Stored items:
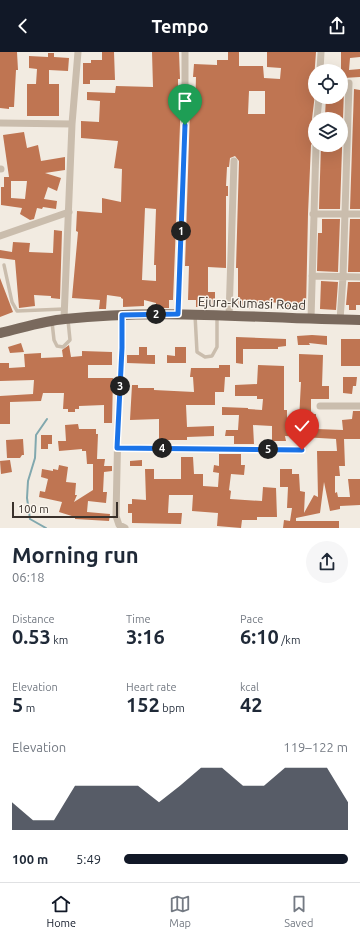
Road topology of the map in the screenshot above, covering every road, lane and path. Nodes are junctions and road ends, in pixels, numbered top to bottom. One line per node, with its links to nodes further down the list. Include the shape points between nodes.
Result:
1 (78, 52): 7 (street)
2 (185, 52): 19 (street)
3 (321, 52): 4 (street)
4 (320, 64)
5 (349, 83): 12 (street)
6 (0, 123): 7 (street)
7 (72, 124): 10 (street)
8 (316, 152): 11 (street)
9 (234, 161): 24 (street)
10 (69, 212): 14 (street); 22 (street)
11 (313, 214): 12 (street); 16 (street)
12 (345, 214): 13 (street); 17 (street)
13 (360, 214)
14 (0, 236)
15 (4, 265): 22 (lane, via 12,302 17,311)
16 (312, 276): 17 (street); 25 (street)
17 (343, 277): 18 (street); 26 (street)
18 (360, 277)
19 (178, 314): 20 (main road, Ejura-Kumasi Road); 21 (main road, Ejura-Kumasi Road)
20 (195, 314): 23 (main road, Ejura-Kumasi Road); 23 (lane, via 197,352 206,357 212,356 217,348)
21 (122, 315): 22 (main road, Ejura-Kumasi Road); 32 (street)
22 (65, 316): 28 (main road, Ejura-Kumasi Road); 28 (lane, via 70,340 62,347 57,346 54,340)
23 (217, 316): 24 (main road, Ejura-Kumasi Road)
24 (229, 316): 25 (main road, Ejura-Kumasi Road)
25 (310, 319): 26 (main road, Ejura-Kumasi Road)
26 (340, 320): 27 (main road, Ejura-Kumasi Road)
27 (360, 320)
28 (52, 321): 29 (main road, Ejura-Kumasi Road)
29 (0, 333)
30 (320, 406): 31 (street)
31 (360, 406)
32 (117, 448): 33 (street); 34 (street, via 116,516 119,525)
33 (302, 450)
34 (125, 528)

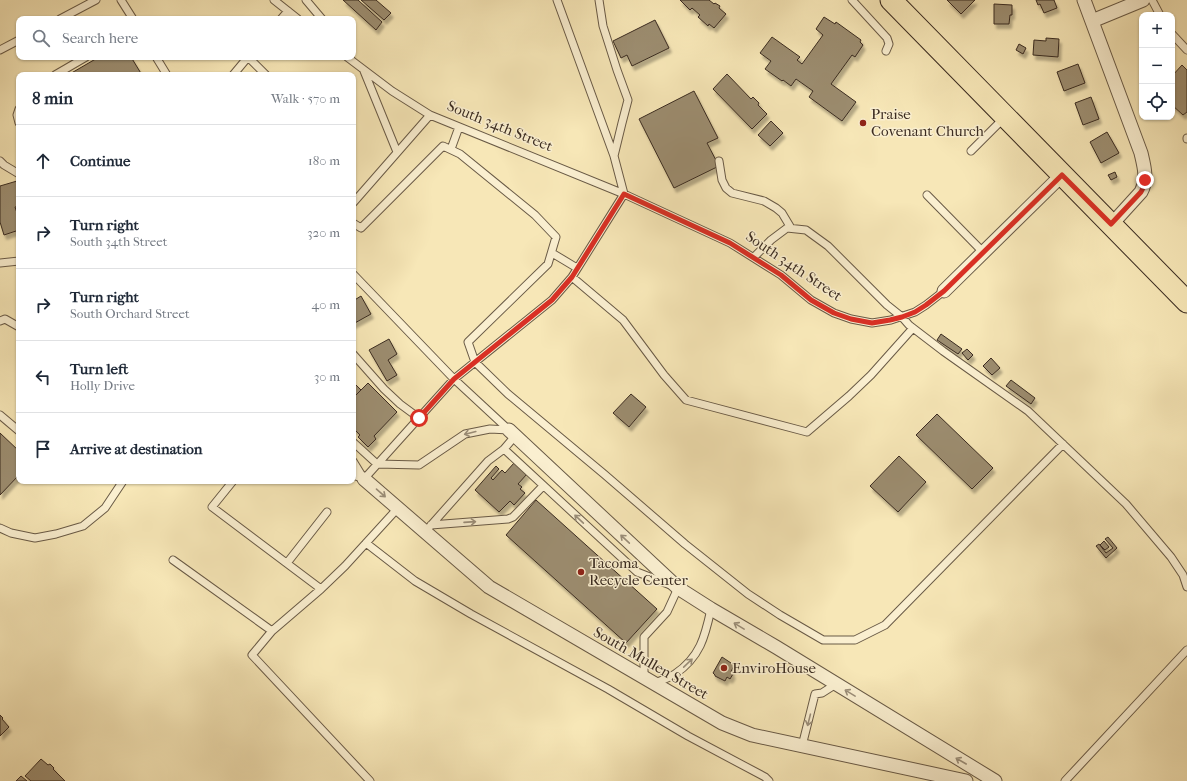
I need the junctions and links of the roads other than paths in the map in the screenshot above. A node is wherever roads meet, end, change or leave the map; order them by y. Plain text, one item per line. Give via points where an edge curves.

Assignment » Word for word, give the entries back in full; the pictures do not belong in the copy.

Task response »
Road topology of the map in the screenshot above, covering every road, lane and path. Nodes are junctions and road ends, in pixels, numbered top to bottom. One line per node, with its links to nodes further down the list. Include the shape points between nodes.
Result:
1 (78, 52): 7 (street)
2 (185, 52): 19 (street)
3 (321, 52): 4 (street)
4 (320, 64)
5 (349, 83): 12 (street)
6 (0, 123): 7 (street)
7 (72, 124): 10 (street)
8 (316, 152): 11 (street)
9 (234, 161): 24 (street)
10 (69, 212): 14 (street); 22 (street)
11 (313, 214): 12 (street); 16 (street)
12 (345, 214): 13 (street); 17 (street)
13 (360, 214)
14 (0, 236)
15 (4, 265): 22 (lane, via 12,302 17,311)
16 (312, 276): 17 (street); 25 (street)
17 (343, 277): 18 (street); 26 (street)
18 (360, 277)
19 (178, 314): 20 (main road, Ejura-Kumasi Road); 21 (main road, Ejura-Kumasi Road)
20 (195, 314): 23 (main road, Ejura-Kumasi Road); 23 (lane, via 197,352 206,357 212,356 217,348)
21 (122, 315): 22 (main road, Ejura-Kumasi Road); 32 (street)
22 (65, 316): 28 (main road, Ejura-Kumasi Road); 28 (lane, via 70,340 62,347 57,346 54,340)
23 (217, 316): 24 (main road, Ejura-Kumasi Road)
24 (229, 316): 25 (main road, Ejura-Kumasi Road)
25 (310, 319): 26 (main road, Ejura-Kumasi Road)
26 (340, 320): 27 (main road, Ejura-Kumasi Road)
27 (360, 320)
28 (52, 321): 29 (main road, Ejura-Kumasi Road)
29 (0, 333)
30 (320, 406): 31 (street)
31 (360, 406)
32 (117, 448): 33 (street); 34 (street, via 116,516 119,525)
33 (302, 450)
34 (125, 528)

I need the junctions and links of the roads other than paths in the map in the screenshot above. A node is wherever roads meet, end, change or leave the map; order them by y. Plain text, one item per line. Give via points where an edge curves.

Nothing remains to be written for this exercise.